Cryptocurrency, notably Bitcoin (BTC), has seen its dominance rate skyrocket in recent months as the banking sector in the United States has struggled. After hovering around 42% in Early March, the rate jumped to 49%, its highest level in 22 months, according to TradingView. This has been accompanied by a 35% plunge in the SPDR S&P Regional Banking ETF, a sign that Bitcoin is outperforming the broader market in response to the uncertainty.

The instability can be attributed to the failure of multiple U.S. banks and the dramatic fall of PacWest Bancorp's stock on Wednesday. Despite this, Federal Reserve chairman Jerome Powell reassures that the banking sector remains "sound and resilient."

Decentral Park Capital's Portfolio Manager Lewis Harland believes BTC's uptick amidst the chaos is proof of its trustworthiness as an anti-dollar play in the face of a weakening currency. He added, "You see outperformance of BTC within the crypto market when regional bank share prices collapse. This signals that BTC is the high-quality anti-dollar liquid play for investors as the crisis unfolds further."

The Federal Reserve opened the possibility of renewed liquidity when they raised interest rates by 25 basis points slightly on Wednesday, signalling a potential future depreciation of the U.S. dollar. Additionally, Bitcoin's increasing dominance, according to Harland, indicates a new market regime that could mean extended dominance of the cryptocurrency.

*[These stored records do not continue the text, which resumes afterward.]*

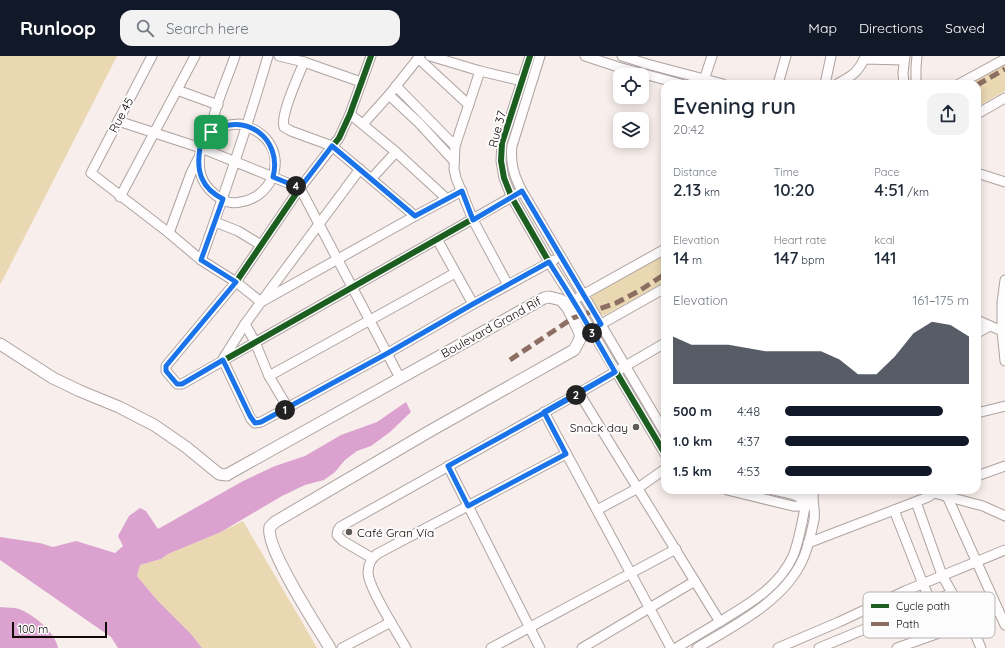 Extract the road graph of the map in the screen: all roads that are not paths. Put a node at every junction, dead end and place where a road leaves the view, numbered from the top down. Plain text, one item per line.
1 (152, 56) edge
2 (195, 56) edge
3 (236, 56) edge
4 (268, 56) edge
5 (279, 56) edge
6 (371, 56) edge
7 (430, 56) edge
8 (530, 56) edge
9 (540, 56) edge
10 (584, 56) edge
11 (622, 56) edge
12 (712, 56) edge
13 (786, 56) edge
14 (831, 56) edge
15 (917, 56) edge
16 (419, 57) edge
17 (864, 57) edge
18 (905, 58) edge
19 (1005, 59) edge
20 (304, 62) junction
21 (480, 71) junction
22 (667, 80) edge
23 (700, 80) edge
24 (703, 80) edge
25 (779, 80) edge
26 (826, 80) edge
27 (844, 80) edge
28 (904, 80) edge
29 (916, 80) edge
30 (966, 80) edge
31 (522, 81) junction
32 (361, 82) junction
33 (396, 86) junction
34 (177, 90) junction
35 (389, 95) junction
36 (1005, 98) edge
37 (218, 105) junction
38 (469, 105) junction
39 (981, 112) edge
40 (350, 114) junction
41 (422, 119) junction
42 (118, 121) junction
43 (363, 124) junction
44 (247, 127) junction
45 (211, 132) junction
46 (155, 133) junction
47 (502, 143) junction
48 (332, 146) junction
49 (455, 146) junction
50 (512, 146) junction
51 (200, 148) junction
52 (396, 152) junction
53 (198, 159) junction
54 (235, 161) junction
55 (454, 161) junction
56 (360, 169) junction
57 (981, 174) edge
58 (273, 177) junction
59 (372, 178) junction
60 (1005, 182) edge
61 (300, 188) junction
62 (462, 191) junction
63 (522, 191) junction
64 (120, 197) junction
65 (512, 198) junction
66 (223, 199) junction
67 (448, 199) junction
68 (415, 216) junction
69 (473, 220) junction
70 (215, 222) junction
71 (319, 224) junction
72 (169, 233) junction
73 (437, 239) junction
74 (260, 245) junction
75 (661, 251) edge
76 (560, 256) junction
77 (338, 259) junction
78 (201, 260) junction
79 (549, 262) junction
80 (455, 273) junction
81 (1005, 280) edge
82 (236, 282) junction
83 (508, 285) junction
84 (353, 287) junction
85 (661, 290) edge
86 (583, 295) junction
87 (574, 300) junction
88 (261, 302) junction
89 (473, 304) junction
90 (370, 320) junction
91 (981, 322) edge
92 (245, 324) junction
93 (601, 324) junction
94 (990, 326) junction
95 (591, 330) junction
96 (981, 331) edge
97 (1002, 331) junction
98 (255, 342) junction
99 (0, 344) edge
100 (661, 347) edge
101 (388, 353) junction
102 (223, 360) junction
103 (1005, 361) edge
104 (624, 367) junction
105 (615, 372) junction
106 (270, 376) junction
107 (400, 378) junction
108 (580, 393) junction
109 (1005, 406) edge
110 (288, 408) junction
111 (544, 412) junction
112 (981, 412) edge
113 (661, 427) edge
114 (661, 447) edge
115 (566, 454) junction
116 (448, 466) junction
117 (1005, 466) edge
118 (661, 472) edge
119 (981, 475) edge
120 (638, 488) junction
121 (744, 494) edge
122 (791, 494) edge
123 (808, 494) edge
124 (813, 494) edge
125 (924, 494) edge
126 (934, 494) edge
127 (938, 494) edge
128 (944, 494) edge
129 (916, 502) junction
130 (809, 505) junction
131 (468, 506) junction
132 (597, 510) junction
133 (894, 510) junction
134 (1005, 516) edge
135 (809, 539) junction
136 (676, 550) junction
137 (1005, 550) edge
138 (372, 558) junction
139 (977, 562) junction
140 (630, 573) junction
141 (942, 575) junction
142 (695, 581) junction
143 (923, 584) junction
144 (905, 591) edge
145 (927, 592) edge
146 (951, 592) edge
147 (990, 592) edge
148 (995, 603) edge
149 (649, 608) junction
150 (863, 610) edge
151 (998, 610) junction
152 (995, 611) edge
153 (392, 622) junction
154 (720, 622) junction
155 (1005, 625) edge
156 (529, 628) junction
157 (863, 630) edge
158 (693, 638) junction
159 (924, 638) edge
160 (330, 648) edge
161 (342, 648) edge
162 (406, 648) edge
163 (491, 648) edge
164 (540, 648) edge
165 (582, 648) edge
166 (670, 648) edge
167 (676, 648) edge
168 (697, 648) edge
169 (778, 648) edge
170 (819, 648) edge
171 (897, 648) edge

1 - 42 street, Rue 45
2 - 34 street
3 - 37 street
4 - 44 street
5 - 20 street
6 - 32 street
7 - 21 street
8 - 31 street, Rue 37
9 - 50 street, Rue 37
10 - 22 street
11 - 23 street
12 - 24 street
13 - 25 street
14 - 26 street
15 - 29 street
16 - 33 street
16 - 38 street
17 - 18 street
17 - 27 street
18 - 28 street
19 - 30 street
20 - 32 street
20 - 48 street
21 - 31 street
21 - 38 street
31 - 47 street, Rue 37
32 - 40 street
33 - 35 street
33 - 41 street
34 - 37 street
34 - 46 street
35 - 41 street
35 - 43 street
36 - 39 street
37 - 45 street
38 - 49 street
40 - 43 street
40 - 48 street
41 - 49 street
41 - 55 street
42 - 46 street
42 - 64 street, Rue 45
43 - 52 street
44 - 45 street
44 - 54 street
44 - 58 street
45 - 51 street
46 - 51 street
46 - 64 street
47 - 50 street
47 - 65 street, Rue 37
48 - 56 street
48 - 61 street
49 - 55 street
50 - 63 street, Rue 37
51 - 53 street
51 - 54 street
52 - 59 street
52 - 67 street
53 - 66 street
53 - 72 street
54 - 58 street
54 - 66 street
55 - 62 street
56 - 59 street
56 - 71 street
57 - 60 street
58 - 61 street
58 - 66 street
59 - 68 street
61 - 71 street
61 - 74 street
62 - 67 street
62 - 69 street
63 - 65 street
63 - 76 street, Rue 37
64 - 72 street
65 - 69 street
65 - 79 street, Rue 37
66 - 70 street
67 - 68 street
68 - 77 street
69 - 73 street
69 - 83 street
70 - 74 street
70 - 78 street
71 - 77 street
71 - 88 street
72 - 78 street
73 - 80 street
73 - 84 street
74 - 82 street
75 - 86 street
76 - 79 street
76 - 86 street, Rue 37
77 - 84 street
77 - 88 street
78 - 82 street
79 - 83 street
79 - 87 street, Rue 37
80 - 89 street
80 - 90 street
81 - 97 street
82 - 88 street
82 - 102 street
83 - 89 street
84 - 90 street
84 - 98 street
85 - 93 street
86 - 87 street
86 - 93 street, Rue 37
87 - 95 street, Rue 37
88 - 92 street
89 - 101 street
90 - 101 street
90 - 106 street
91 - 94 street
92 - 98 street
92 - 102 street
93 - 95 street
93 - 104 street, Rue 37
94 - 96 street
94 - 97 street
95 - 105 street, Rue 37
97 - 103 street
98 - 102 street
98 - 106 street
99 - 107 main road, Boulevard Grand Rif
100 - 104 street
101 - 107 street
101 - 110 street
102 - 110 street
104 - 105 street
104 - 113 street, Rue 37
105 - 108 street
105 - 114 street, Rue 37
106 - 110 street
107 - 160 main road, Boulevard Grand Rif
108 - 111 street
108 - 120 street
109 - 112 street
111 - 115 street
111 - 116 street
115 - 131 street
115 - 132 street
116 - 131 street
116 - 138 street
117 - 119 street
118 - 120 street
120 - 132 street
120 - 136 street
121 - 130 street
122 - 130 street
123 - 130 street
124 - 130 street
125 - 135 street
126 - 129 street
127 - 139 street
128 - 134 street
129 - 133 street
129 - 141 street
130 - 135 street
130 - 154 street
131 - 138 street
131 - 156 street
132 - 140 street
133 - 135 street
133 - 143 street
135 - 168 street
136 - 140 street
136 - 142 street
137 - 139 street
138 - 153 street
139 - 141 street
139 - 147 street
140 - 149 street
140 - 156 street
141 - 143 street
141 - 146 street
142 - 149 street
142 - 154 street
143 - 144 street
143 - 145 street
148 - 151 street
149 - 165 street
149 - 166 street
150 - 169 street
151 - 152 street
151 - 155 street
153 - 161 street
153 - 162 street
154 - 158 street
156 - 163 street
156 - 164 street
157 - 170 street
158 - 167 street
158 - 168 street
159 - 171 street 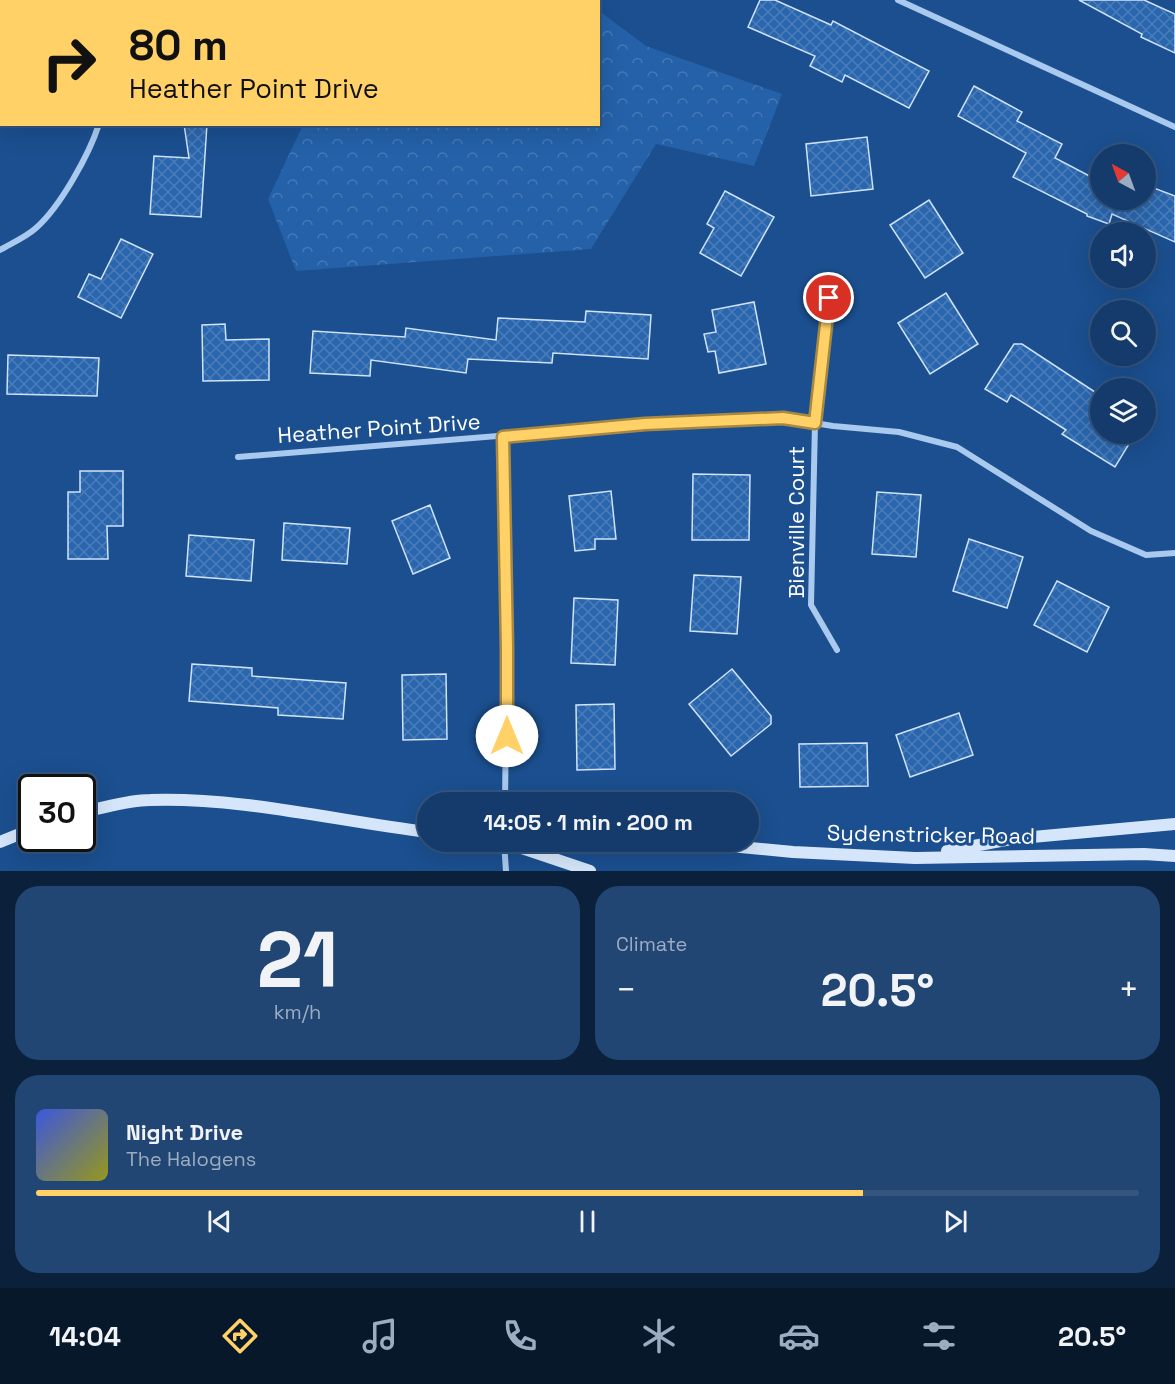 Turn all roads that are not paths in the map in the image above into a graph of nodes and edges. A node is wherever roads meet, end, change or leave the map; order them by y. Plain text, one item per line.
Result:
1 (898, 0) edge
2 (98, 126) edge
3 (1175, 127) edge
4 (0, 250) edge
5 (831, 277) dead end
6 (815, 423) junction
7 (503, 437) junction
8 (238, 457) dead end
9 (1175, 553) edge
10 (837, 650) dead end
11 (505, 792) edge
12 (96, 809) edge
13 (1175, 824) edge
14 (417, 831) edge
15 (18, 835) edge
16 (0, 842) edge
17 (759, 849) edge
18 (505, 852) edge
19 (534, 852) edge
20 (1175, 856) edge
21 (915, 858) junction
22 (506, 871) edge
23 (590, 871) edge

1 - 3 street
2 - 4 street
5 - 6 street, Bienville Court
6 - 7 street, Heather Point Drive
6 - 9 street, Heather Point Drive
6 - 10 street, Bienville Court
7 - 8 street, Heather Point Drive
7 - 11 street
12 - 14 main road
13 - 21 main road
15 - 16 main road
17 - 21 main road, Sydenstricker Road
18 - 22 street
19 - 23 main road
20 - 21 main road, Sydenstricker Road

Bitcoin has risen by 48% since March 10, reflecting its behaviour during the 2013 Cyprus banking crisis. This shows the faith investors have in the crypto currency as a safe place to store their money while markets are in a state of flux. It's no surprise then that its market share has surged since the banking sector instability began, and it's possible that this could continue.